▶ THE RECORDS:
● ● ● ● ●
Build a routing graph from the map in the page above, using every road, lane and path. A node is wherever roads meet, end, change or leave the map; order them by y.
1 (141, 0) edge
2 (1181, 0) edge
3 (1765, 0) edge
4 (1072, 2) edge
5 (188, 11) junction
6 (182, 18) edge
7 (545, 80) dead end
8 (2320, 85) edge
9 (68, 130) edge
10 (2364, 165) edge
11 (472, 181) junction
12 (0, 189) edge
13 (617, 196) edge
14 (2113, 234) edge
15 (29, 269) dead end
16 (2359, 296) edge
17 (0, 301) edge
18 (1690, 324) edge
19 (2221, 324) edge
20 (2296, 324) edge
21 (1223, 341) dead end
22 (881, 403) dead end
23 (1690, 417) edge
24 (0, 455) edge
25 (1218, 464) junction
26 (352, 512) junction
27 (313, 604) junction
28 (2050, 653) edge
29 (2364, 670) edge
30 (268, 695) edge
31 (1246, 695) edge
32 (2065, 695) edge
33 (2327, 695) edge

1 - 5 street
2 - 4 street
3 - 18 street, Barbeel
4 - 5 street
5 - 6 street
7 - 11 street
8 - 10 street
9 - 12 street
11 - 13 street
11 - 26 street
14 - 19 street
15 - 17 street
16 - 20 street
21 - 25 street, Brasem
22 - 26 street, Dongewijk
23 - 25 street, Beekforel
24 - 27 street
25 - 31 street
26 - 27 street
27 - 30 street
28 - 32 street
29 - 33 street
● ● ● ● ●
▶ REQUIRED ACTION: Print all of the data exactly as it was given.

▶ YOUR RESPONSE:
Build a routing graph from the map in the page above, using every road, lane and path. A node is wherever roads meet, end, change or leave the map; order them by y.
1 (141, 0) edge
2 (1181, 0) edge
3 (1765, 0) edge
4 (1072, 2) edge
5 (188, 11) junction
6 (182, 18) edge
7 (545, 80) dead end
8 (2320, 85) edge
9 (68, 130) edge
10 (2364, 165) edge
11 (472, 181) junction
12 (0, 189) edge
13 (617, 196) edge
14 (2113, 234) edge
15 (29, 269) dead end
16 (2359, 296) edge
17 (0, 301) edge
18 (1690, 324) edge
19 (2221, 324) edge
20 (2296, 324) edge
21 (1223, 341) dead end
22 (881, 403) dead end
23 (1690, 417) edge
24 (0, 455) edge
25 (1218, 464) junction
26 (352, 512) junction
27 (313, 604) junction
28 (2050, 653) edge
29 (2364, 670) edge
30 (268, 695) edge
31 (1246, 695) edge
32 (2065, 695) edge
33 (2327, 695) edge

1 - 5 street
2 - 4 street
3 - 18 street, Barbeel
4 - 5 street
5 - 6 street
7 - 11 street
8 - 10 street
9 - 12 street
11 - 13 street
11 - 26 street
14 - 19 street
15 - 17 street
16 - 20 street
21 - 25 street, Brasem
22 - 26 street, Dongewijk
23 - 25 street, Beekforel
24 - 27 street
25 - 31 street
26 - 27 street
27 - 30 street
28 - 32 street
29 - 33 street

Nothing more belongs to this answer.